Prompt: Scan the entries below, and for each line that includes the word "East", make a copy.

--- Information supplied Enclosed Below ---

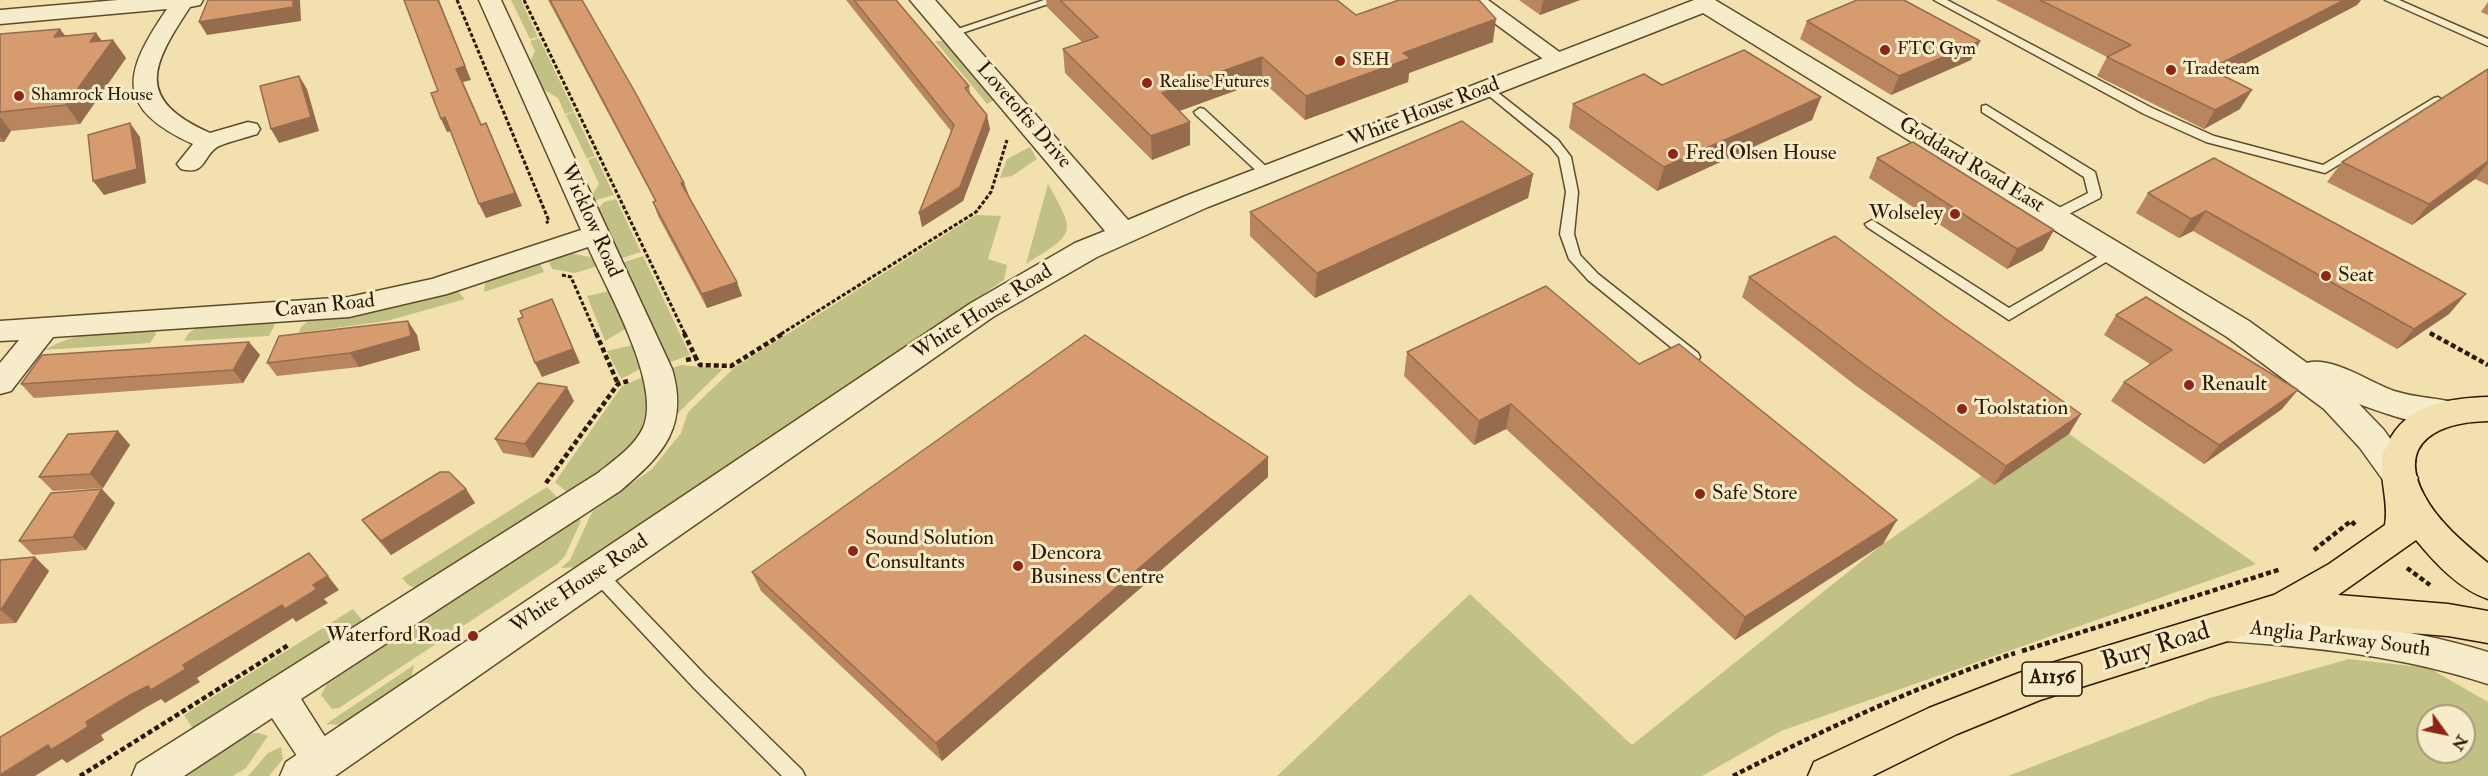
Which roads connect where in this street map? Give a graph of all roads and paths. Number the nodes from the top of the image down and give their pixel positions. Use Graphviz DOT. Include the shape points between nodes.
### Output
graph roads {
  1 [pos="188,0"];
  2 [pos="458,0"];
  3 [pos="490,0"];
  4 [pos="524,0"];
  5 [pos="922,0"];
  6 [pos="1055,0"];
  7 [pos="1474,0"];
  8 [pos="1939,0"];
  9 [pos="2390,0"];
  10 [pos="1710,2"];
  11 [pos="0,17"];
  12 [pos="952,33"];
  13 [pos="2488,43"];
  14 [pos="1558,59"];
  15 [pos="1487,88"];
  16 [pos="2447,96"];
  17 [pos="1986,109"];
  18 [pos="1200,112"];
  19 [pos="1028,120"];
  20 [pos="248,129"];
  21 [pos="208,142"];
  22 [pos="190,164"];
  23 [pos="1267,174"];
  24 [pos="2054,216"];
  25 [pos="1872,224"];
  26 [pos="1122,232"];
  27 [pos="595,235"];
  28 [pos="2114,253"];
  29 [pos="541,254"];
  30 [pos="45,328"];
  31 [pos="2238,329"];
  32 [pos="0,331"];
  33 [pos="2430,333"];
  34 [pos="696,358"];
  35 [pos="2488,364"];
  36 [pos="1705,366"];
  37 [pos="657,369"];
  38 [pos="0,383"];
  39 [pos="618,384"];
  40 [pos="2488,409"];
  41 [pos="2450,413"];
  42 [pos="2400,481"];
  43 [pos="538,488"];
  44 [pos="2350,522"];
  45 [pos="2382,549"];
  46 [pos="597,573"];
  47 [pos="2488,584"];
  48 [pos="2285,607"];
  49 [pos="2448,620"];
  50 [pos="2225,626"];
  51 [pos="2488,627"];
  52 [pos="299,638"];
  53 [pos="2488,668"];
  54 [pos="278,695"];
  55 [pos="312,769"];
  56 [pos="80,776"];
  57 [pos="151,776"];
  58 [pos="795,776"];
  59 [pos="1829,776"];
  1 -- 11 [label="street"];
  1 -- 21 [label="street" via="147,58 145,92 150,108 158,116"];
  2 -- 29 [label="path" via="549,220 533,232"];
  3 -- 27 [label="street, Wicklow Road"];
  4 -- 34 [label="path"];
  5 -- 12 [label="street, Lovetofts Drive"];
  6 -- 12 [label="lane"];
  7 -- 14 [label="street"];
  8 -- 16 [label="lane" via="2148,111 2210,139 2325,169"];
  9 -- 13 [label="lane"];
  10 -- 14 [label="street, White House Road"];
  10 -- 24 [label="street, Goddard Road East"];
  12 -- 19 [label="street, Lovetofts Drive"];
  14 -- 15 [label="street, White House Road"];
  15 -- 23 [label="street, White House Road"];
  15 -- 36 [label="lane" via="1554,143 1565,157 1572,192 1567,234 1574,256 1593,277"];
  17 -- 24 [label="lane" via="2090,175 2095,195"];
  18 -- 23 [label="lane"];
  19 -- 26 [label="street, Lovetofts Drive"];
  19 -- 34 [label="path" via="1003,128 1007,137 1005,151 991,192 976,212 731,366 700,365"];
  20 -- 21 [label="street"];
  21 -- 22 [label="street"];
  23 -- 26 [label="street, White House Road"];
  24 -- 28 [label="street, Goddard Road East"];
  25 -- 28 [label="lane" via="2009,315"];
  26 -- 46 [label="street, White House Road" via="982,310"];
  27 -- 29 [label="street, Cavan Road"];
  27 -- 37 [label="street, Wicklow Road"];
  28 -- 31 [label="street, Goddard Road East"];
  29 -- 30 [label="street, Cavan Road" via="426,290 350,307"];
  29 -- 39 [label="path" via="548,273 571,278"];
  30 -- 32 [label="street, Cavan Road"];
  30 -- 38 [label="street"];
  31 -- 41 [label="street, Goddard Road East" via="2376,398"];
  31 -- 42 [label="street, Goddard Road East" via="2336,400 2372,439"];
  33 -- 35 [label="path"];
  34 -- 37 [label="path"];
  37 -- 39 [label="path"];
  37 -- 54 [label="street, Wicklow Road" via="666,407 640,456 609,482"];
  39 -- 43 [label="path" via="548,482"];
  40 -- 41 [label="main road"];
  41 -- 42 [label="main road" via="2415,428 2400,449"];
  42 -- 45 [label="main road, Bury Road" via="2405,512 2402,532"];
  42 -- 47 [label="main road" via="2434,538"];
  44 -- 45 [label="path"];
  45 -- 48 [label="main road, Bury Road"];
  45 -- 49 [label="path" via="2431,586"];
  46 -- 55 [label="street, White House Road"];
  46 -- 58 [label="lane"];
  48 -- 49 [label="main road, Bury Road"];
  48 -- 50 [label="main road, Bury Road / A1156"];
  49 -- 51 [label="main road, Bury Road"];
  50 -- 53 [label="street, Anglia Parkway South" via="2367,639 2449,654"];
  50 -- 59 [label="main road, Bury Road / A1156" via="2033,685 1943,721"];
  52 -- 56 [label="path"];
  54 -- 55 [label="street, White House Road"];
  54 -- 57 [label="street"];
}
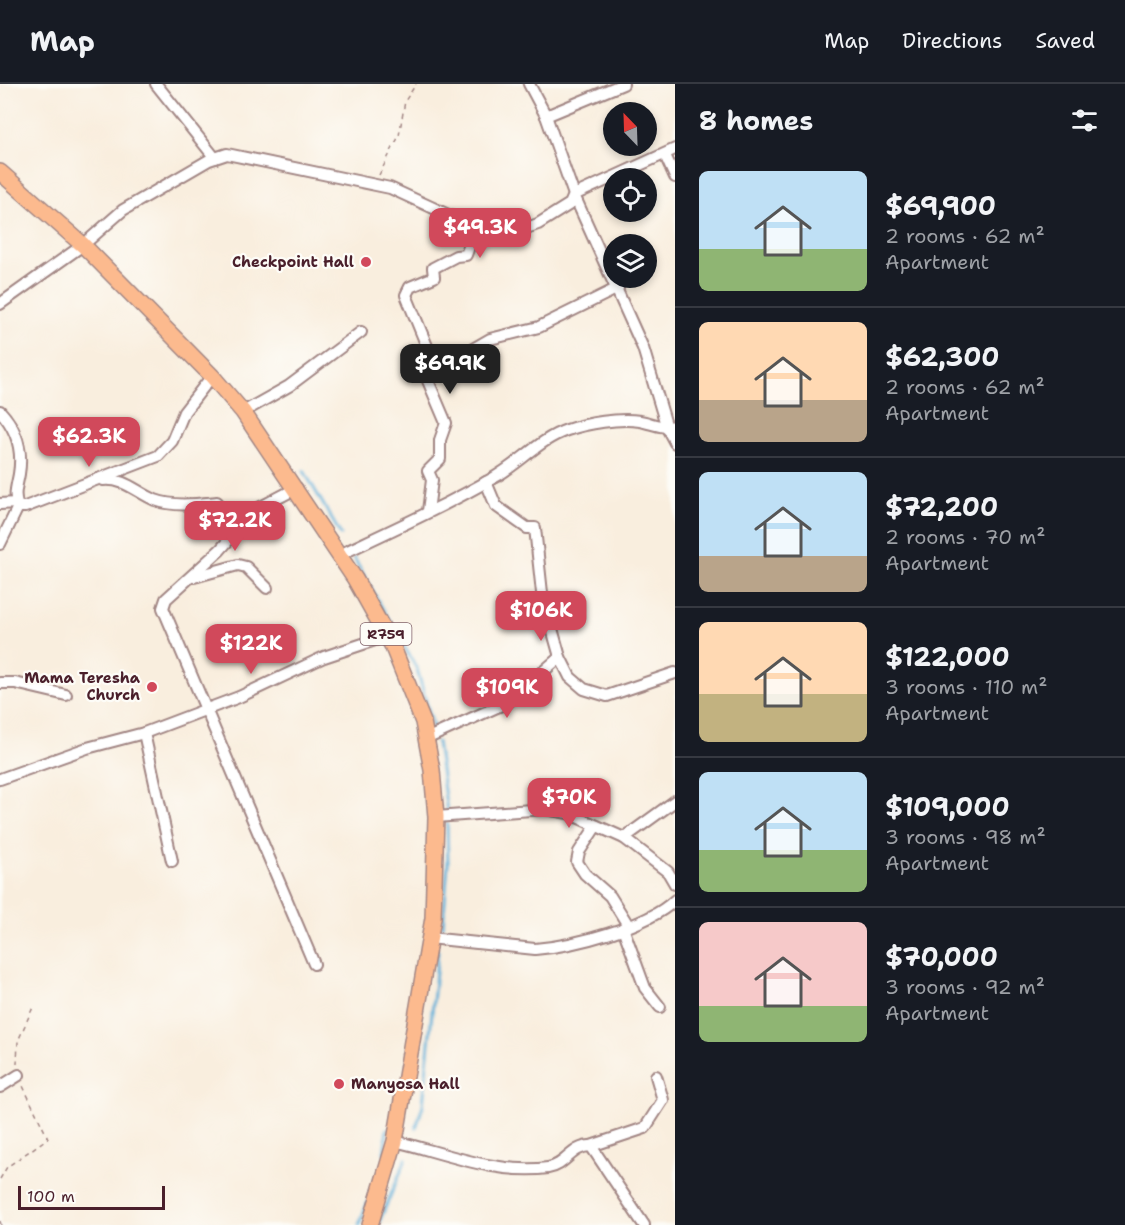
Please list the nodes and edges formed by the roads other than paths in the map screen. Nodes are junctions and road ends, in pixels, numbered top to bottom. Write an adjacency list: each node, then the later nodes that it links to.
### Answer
1 (156, 84): 7 (street)
2 (529, 84): 4 (street)
3 (623, 84): 4 (street)
4 (546, 116): 10 (street)
5 (675, 149): 6 (street)
6 (664, 155): 9 (street); 10 (street)
7 (215, 158): 11 (street); 12 (street)
8 (0, 172): 12 (main road, R759)
9 (675, 177)
10 (574, 195): 11 (street); 13 (street)
11 (468, 224): 18 (street)
12 (84, 245): 15 (street); 17 (main road, R759)
13 (603, 256)
14 (618, 288): 18 (street); 21 (street)
15 (0, 304)
16 (361, 332): 20 (street)
17 (213, 376): 20 (main road, R759); 23 (street)
18 (426, 376): 28 (street)
19 (0, 411): 27 (street)
20 (243, 412): 25 (main road, R759)
21 (671, 427): 22 (street); 24 (street)
22 (675, 443)
23 (97, 480): 27 (street); 29 (street)
24 (486, 482): 28 (street); 35 (street)
25 (297, 488): 29 (street); 31 (main road, R759)
26 (0, 504): 27 (street)
27 (17, 505): 30 (street)
28 (428, 512): 31 (street)
29 (237, 528): 32 (street)
30 (0, 543)
31 (339, 555): 34 (main road, R759)
32 (188, 579): 33 (street); 39 (street)
33 (267, 588)
34 (387, 636): 39 (street); 41 (main road, R759)
35 (560, 657): 36 (street); 41 (street)
36 (675, 673)
37 (0, 683): 38 (street)
38 (66, 696)
39 (206, 709): 40 (street); 52 (street)
40 (144, 733): 42 (street); 47 (street)
41 (426, 739): 44 (main road, R759)
42 (0, 779)
43 (675, 801): 46 (street)
44 (436, 817): 45 (street); 51 (main road, R759)
45 (596, 826): 46 (street); 50 (street)
46 (624, 838): 48 (street)
47 (172, 861)
48 (675, 884)
49 (675, 900): 50 (street)
50 (626, 926): 51 (street); 53 (street)
51 (429, 938): 57 (main road, R759)
52 (314, 964)
53 (660, 1007)
54 (19, 1075): 56 (street)
55 (656, 1076): 58 (street)
56 (0, 1087)
57 (395, 1142): 58 (street); 59 (main road, R759)
58 (591, 1146): 60 (street)
59 (370, 1225)
60 (644, 1225)

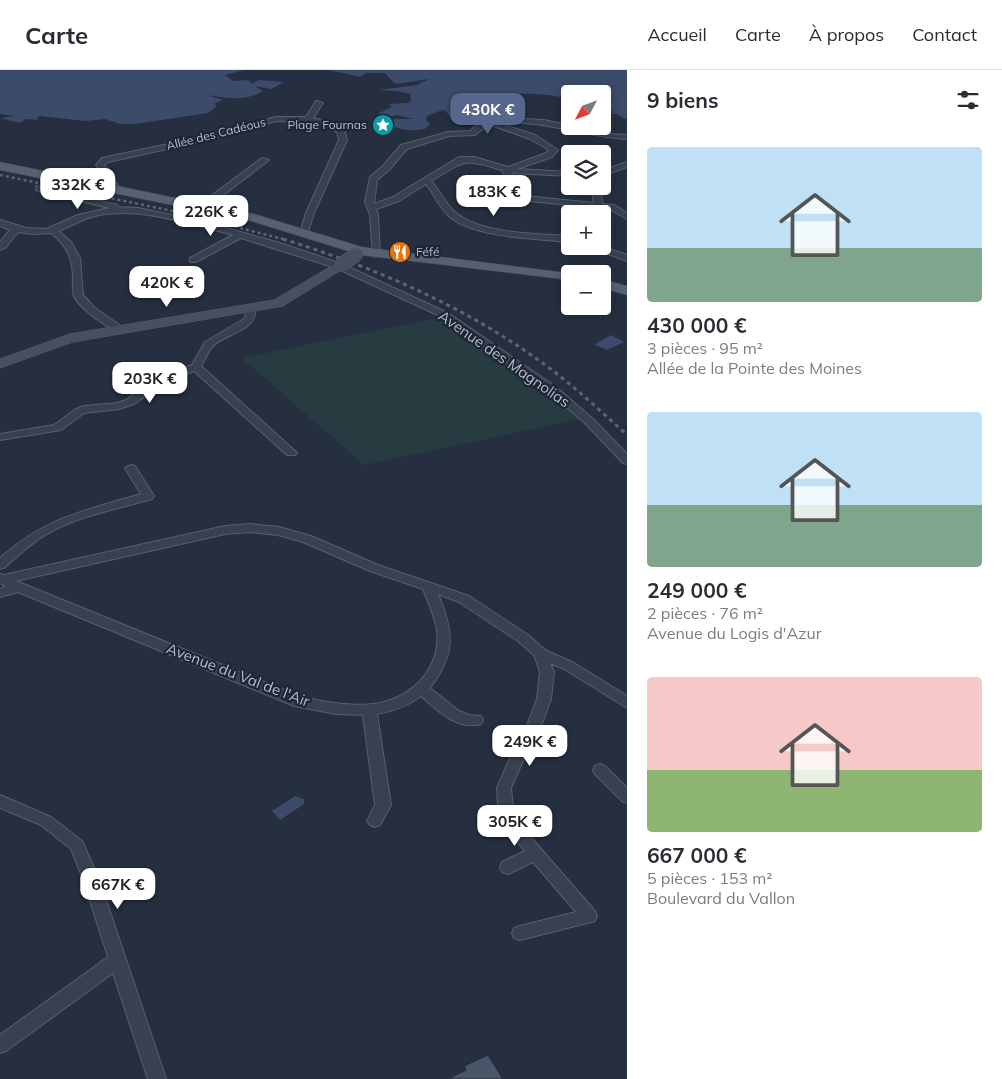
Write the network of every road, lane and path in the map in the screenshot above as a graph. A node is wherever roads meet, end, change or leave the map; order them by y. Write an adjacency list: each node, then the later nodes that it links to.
1 (319, 102): 2 (street)
2 (307, 121): 13 (street, Allée des Cadéous); 23 (street, Allée des Cadéous)
3 (491, 122): 4 (street); 8 (street); 16 (street)
4 (627, 137)
5 (265, 160): 15 (street)
6 (627, 164): 9 (street)
7 (0, 166): 13 (main road)
8 (506, 170): 10 (street); 11 (street); 14 (street)
9 (611, 170)
10 (561, 173)
11 (427, 181): 16 (street); 25 (street)
12 (39, 188): 18 (street)
13 (112, 190): 15 (main road)
14 (585, 205)
15 (202, 207): 23 (main road)
16 (371, 208): 29 (street)
17 (611, 208): 19 (street)
18 (122, 209): 22 (street); 24 (street, Avenue des Magnolias)
19 (627, 216)
20 (0, 223): 21 (street)
21 (16, 229): 22 (street); 26 (street)
22 (52, 230): 37 (street)
23 (304, 233): 27 (main road)
24 (240, 234): 31 (street); 32 (street, Avenue des Magnolias)
25 (561, 238)
26 (0, 247)
27 (359, 253): 29 (main road); 32 (street, bridge)
28 (611, 253): 30 (street)
29 (376, 254): 33 (main road)
30 (627, 258)
31 (193, 260)
32 (340, 265): 36 (street); 42 (street, Avenue des Magnolias)
33 (561, 275)
34 (611, 286): 35 (main road)
35 (627, 291)
36 (250, 309): 37 (street); 39 (street)
37 (120, 329): 38 (street)
38 (0, 364)
39 (196, 367): 40 (street); 41 (street)
40 (0, 437)
41 (291, 453)
42 (627, 461)
43 (130, 468): 44 (street)
44 (0, 565)
45 (2, 578): 46 (street); 47 (street, Avenue du Val de l'Air)
46 (428, 586): 49 (street); 50 (street, Avenue du Val de l'Air)
47 (18, 588): 48 (street); 52 (street, Avenue du Val de l'Air)
48 (0, 593)
49 (540, 653): 51 (street); 58 (street)
50 (422, 688): 52 (street, Avenue du Val de l'Air); 53 (street)
51 (627, 703)
52 (370, 711): 57 (street)
53 (476, 720)
54 (600, 770): 55 (street)
55 (627, 797)
56 (1, 803): 61 (street)
57 (375, 821)
58 (534, 854): 59 (street); 60 (street)
59 (508, 867)
60 (520, 933)
61 (118, 960): 62 (street); 63 (street)
62 (0, 1045)
63 (157, 1079)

--- End of Enclosed Information supplied ---

Exercise response:
  10 -- 24 [label="street, Goddard Road East"];
  24 -- 28 [label="street, Goddard Road East"];
  28 -- 31 [label="street, Goddard Road East"];
  31 -- 41 [label="street, Goddard Road East" via="2376,398"];
  31 -- 42 [label="street, Goddard Road East" via="2336,400 2372,439"];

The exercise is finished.